Bonjour tout le monde, je suis énormément déçu ! Hyper déçu de voir que flash player vient de sortir une nouvelle version mais qu'elle n'existe pas pour les PowerPC based Macs ! Je viens d'esayer de voir une vidéo facebook mais là il me demande de trouver la derniere version de flash player alors que celle ci ne marche plus sur PowerPC ! De meme sur les site de streaming Mégaupload ( plus de films avec mes cousins) Pfffffffff! C'est pas vrai ! Actuellement on est accepté que chez youtube, ce qui risque ne pas durer ! Mais ils ont pas le droit de nous exclure come ça . Il y a des ordinateurs plus anciens, et moins puissants que les powerbooks. Les PowerBooks ne sont pas aussi faibles qu'ils le pensent, ce sont les premieres revolutions d'Apple dans les ordinateurs portables ! Que faire les gars ? Qu'allons nous devenir sans Flash ? Pouvons nous recclamer chez Adobe ? Heiinnn? On doit faire quelque chose ! sinon on sera pire que les vieux Asus !


----------



## Karamazow (13 Janvier 2012)

Pour ma part, je vis très bien sans flash depuis des lustres sur mon PowerBook. J'en avais marre qu'il ventile sans arrêt à la moindre animation flash.

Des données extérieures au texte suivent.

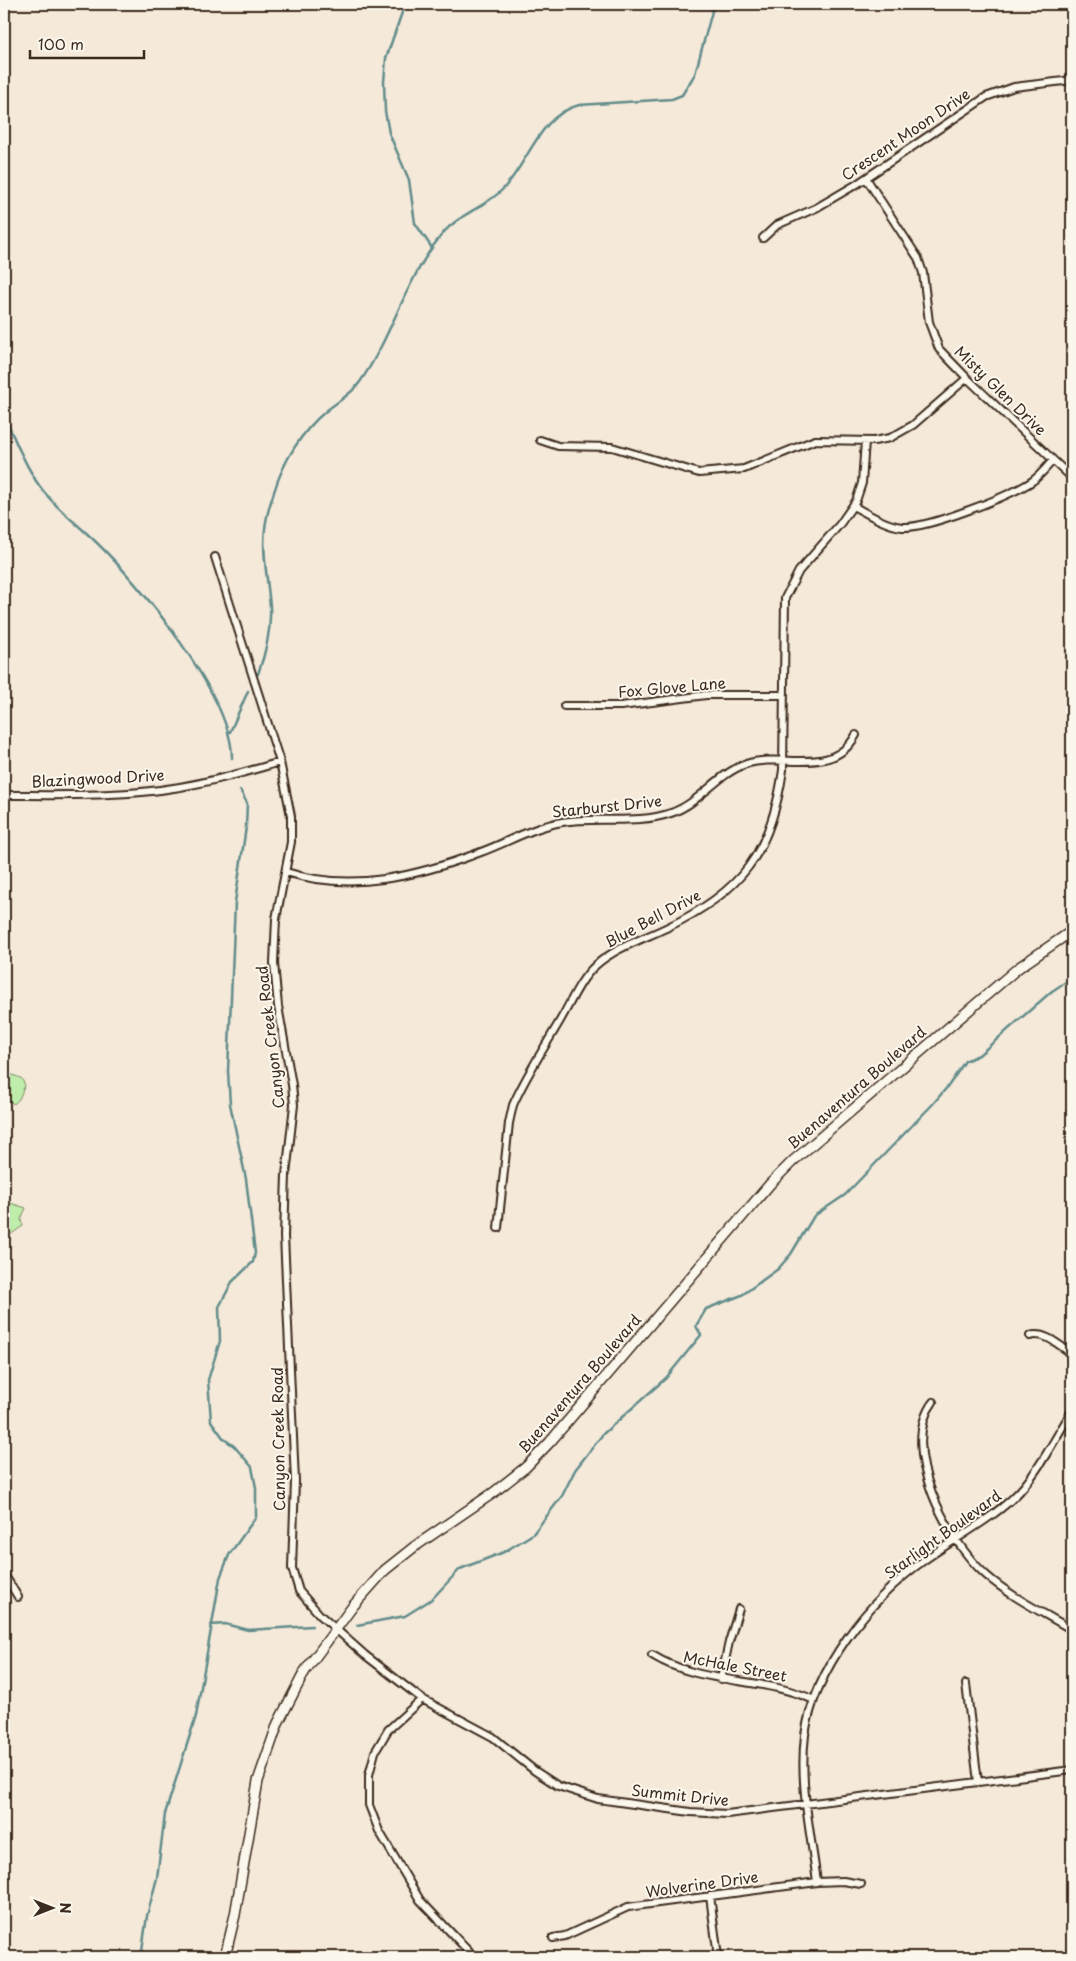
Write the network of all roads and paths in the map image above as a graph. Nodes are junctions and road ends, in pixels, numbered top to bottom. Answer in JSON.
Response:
{"nodes":[{"id":1,"x":1072,"y":80,"type":"edge"},
{"id":2,"x":866,"y":178,"type":"junction"},
{"id":3,"x":763,"y":238,"type":"dead end"},
{"id":4,"x":967,"y":378,"type":"junction"},
{"id":5,"x":540,"y":440,"type":"dead end"},
{"id":6,"x":865,"y":441,"type":"junction"},
{"id":7,"x":1053,"y":460,"type":"junction"},
{"id":8,"x":1072,"y":478,"type":"edge"},
{"id":9,"x":853,"y":506,"type":"junction"},
{"id":10,"x":215,"y":557,"type":"dead end"},
{"id":11,"x":783,"y":696,"type":"junction"},
{"id":12,"x":564,"y":706,"type":"dead end"},
{"id":13,"x":856,"y":735,"type":"dead end"},
{"id":14,"x":783,"y":761,"type":"junction"},
{"id":15,"x":280,"y":762,"type":"junction"},
{"id":16,"x":4,"y":795,"type":"edge"},
{"id":17,"x":286,"y":872,"type":"junction"},
{"id":18,"x":1072,"y":931,"type":"edge"},
{"id":19,"x":498,"y":1228,"type":"dead end"},
{"id":20,"x":1030,"y":1336,"type":"dead end"},
{"id":21,"x":1072,"y":1354,"type":"edge"},
{"id":22,"x":934,"y":1402,"type":"dead end"},
{"id":23,"x":1072,"y":1411,"type":"edge"},
{"id":24,"x":957,"y":1539,"type":"junction"},
{"id":25,"x":4,"y":1574,"type":"edge"},
{"id":26,"x":18,"y":1597,"type":"dead end"},
{"id":27,"x":739,"y":1609,"type":"dead end"},
{"id":28,"x":337,"y":1628,"type":"junction"},
{"id":29,"x":1072,"y":1630,"type":"edge"},
{"id":30,"x":652,"y":1655,"type":"dead end"},
{"id":31,"x":721,"y":1680,"type":"junction"},
{"id":32,"x":966,"y":1684,"type":"dead end"},
{"id":33,"x":422,"y":1699,"type":"junction"},
{"id":34,"x":814,"y":1700,"type":"junction"},
{"id":35,"x":1072,"y":1770,"type":"edge"},
{"id":36,"x":978,"y":1782,"type":"junction"},
{"id":37,"x":807,"y":1804,"type":"junction"},
{"id":38,"x":817,"y":1882,"type":"junction"},
{"id":39,"x":861,"y":1884,"type":"dead end"},
{"id":40,"x":710,"y":1896,"type":"junction"},
{"id":41,"x":553,"y":1938,"type":"dead end"},
{"id":42,"x":225,"y":1957,"type":"edge"},
{"id":43,"x":474,"y":1957,"type":"edge"},
{"id":44,"x":718,"y":1957,"type":"edge"}],
"edges":[{"from":1,"to":2,"type":"street","name":"Crescent Moon Drive"},
{"from":2,"to":3,"type":"street","name":"Crescent Moon Drive"},
{"from":2,"to":4,"type":"street","name":"Misty Glen Drive"},
{"from":4,"to":6,"type":"street"},
{"from":4,"to":7,"type":"street","name":"Misty Glen Drive"},
{"from":5,"to":6,"type":"street"},
{"from":6,"to":9,"type":"street","name":"Blue Bell Drive"},
{"from":7,"to":8,"type":"street","name":"Misty Glen Drive"},
{"from":7,"to":9,"type":"street"},
{"from":9,"to":11,"type":"street","name":"Blue Bell Drive"},
{"from":10,"to":15,"type":"street","name":"Canyon Creek Road"},
{"from":11,"to":12,"type":"street","name":"Fox Glove Lane"},
{"from":11,"to":14,"type":"street","name":"Blue Bell Drive"},
{"from":13,"to":14,"type":"street","name":"Starburst Drive"},
{"from":14,"to":17,"type":"street","name":"Starburst Drive"},
{"from":14,"to":19,"type":"street","name":"Blue Bell Drive"},
{"from":15,"to":16,"type":"street","name":"Blazingwood Drive"},
{"from":15,"to":17,"type":"street","name":"Canyon Creek Road"},
{"from":17,"to":28,"type":"street","name":"Canyon Creek Road"},
{"from":18,"to":28,"type":"main road","name":"Buenaventura Boulevard"},
{"from":20,"to":21,"type":"street"},
{"from":22,"to":24,"type":"street"},
{"from":23,"to":24,"type":"street","name":"Starlight Boulevard"},
{"from":24,"to":29,"type":"street"},
{"from":24,"to":34,"type":"street","name":"Starlight Boulevard"},
{"from":25,"to":26,"type":"street"},
{"from":27,"to":31,"type":"street"},
{"from":28,"to":33,"type":"street","name":"Summit Drive"},
{"from":28,"to":42,"type":"main road","name":"Buenaventura Boulevard"},
{"from":30,"to":31,"type":"street","name":"McHale Street"},
{"from":31,"to":34,"type":"street","name":"McHale Street"},
{"from":32,"to":36,"type":"street"},
{"from":33,"to":37,"type":"street","name":"Summit Drive"},
{"from":33,"to":43,"type":"street"},
{"from":34,"to":37,"type":"street","name":"Starlight Boulevard"},
{"from":35,"to":36,"type":"street","name":"Summit Drive"},
{"from":36,"to":37,"type":"street","name":"Summit Drive"},
{"from":37,"to":38,"type":"street","name":"Starlight Boulevard"},
{"from":38,"to":39,"type":"street","name":"Wolverine Drive"},
{"from":38,"to":40,"type":"street","name":"Wolverine Drive"},
{"from":40,"to":41,"type":"street","name":"Wolverine Drive"},
{"from":40,"to":44,"type":"street"}]}
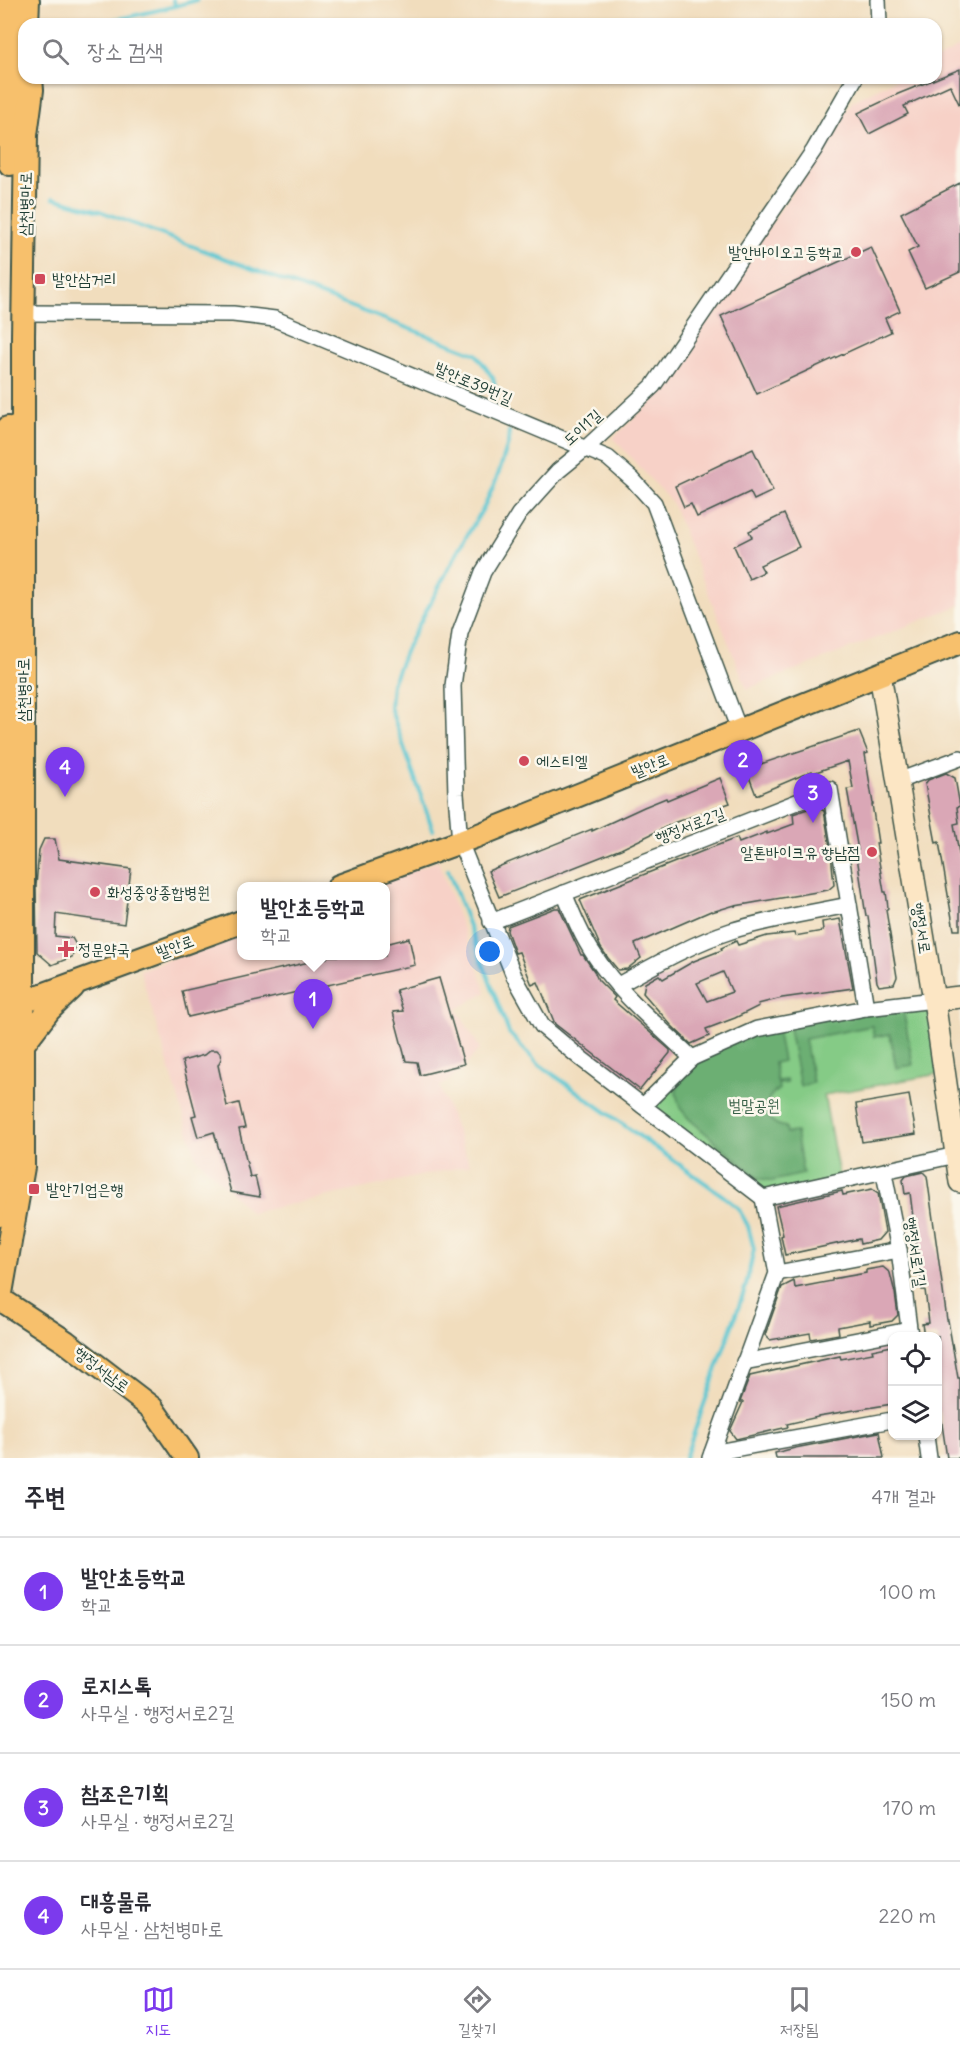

Et puis maintenant qu'Apple pousse à l'arrêt de Flash à cause des appareils iOS, cela ne peut que me servir !


----------



## Djipsy5 (13 Janvier 2012)

Quoiiiii !? Tu peux vivre sans flash ? Plus de youtube, plus de films en streaming ? T'es fortt mec ! Moi je peux pas m'en passer, c'est indispensable pour moi ! Donc là cela veut dire que nous les users de powerbook et d'iBook on est vraiment mis a la porte partout ?


----------



## cleocoll (15 Janvier 2012)

oui c' est incroyable de voir tant de gachis et m^me de ségrégation

j'ai voulu avec mes petits moyens acheter un G4 power PC  pour mon mome et je le crois pas impossible d'arriver à installer m^me le flash player adapté 
certains site mettent deux jours à monter etc...
et pourtant le marché des ocase bat son plein avec un G4 Power PC   1.2 ghz booster en 1.25 de ram   dans les 300 Euros c'est limite arnaque meme

est ce a jeter avant INTEL ou quoi  Y at il des solutions si on a pas besoin d'un disque dur énorme de faire des jeux  juste d'aller sur internet et d'envoyer des photos  sur face book et de voir les vidéos des potes !
merci à vous les pointures de nous aider et de créer un fil clair pour les pauvre vieux et les pas riche
merci de ne pas se moquer ou jouer les fiers à bras


----------



## Djipsy5 (21 Janvier 2012)

J'ai eu à utiliser un MacBook Pro (chez mon copain) et je dois admettre que c'est de très loin meilleur qu'un PowerPC G4, les Macbook sont très rapides et nous offrent une infinité de fonction tandis que les PowerPC sombrent encore et encore. Donc j'ai décidé de sacrifier mes économies et d'acheter un Macbook Pro, ainsi je pourrai comme tout le monde, admirer Lion, iLife 11', Final Cut Pro X, Logic Pro Studio etc... Et surtout je pourrai regarder des films HD sans problème. Et maintenant que je l'ai reçu, je suis à l'aise de ne pas avoir à supporter des ségrégations. Bref pour ceux qui utilisent encore des PowerPC, je souhaite qu'un jour vous passiez à Intel.


----------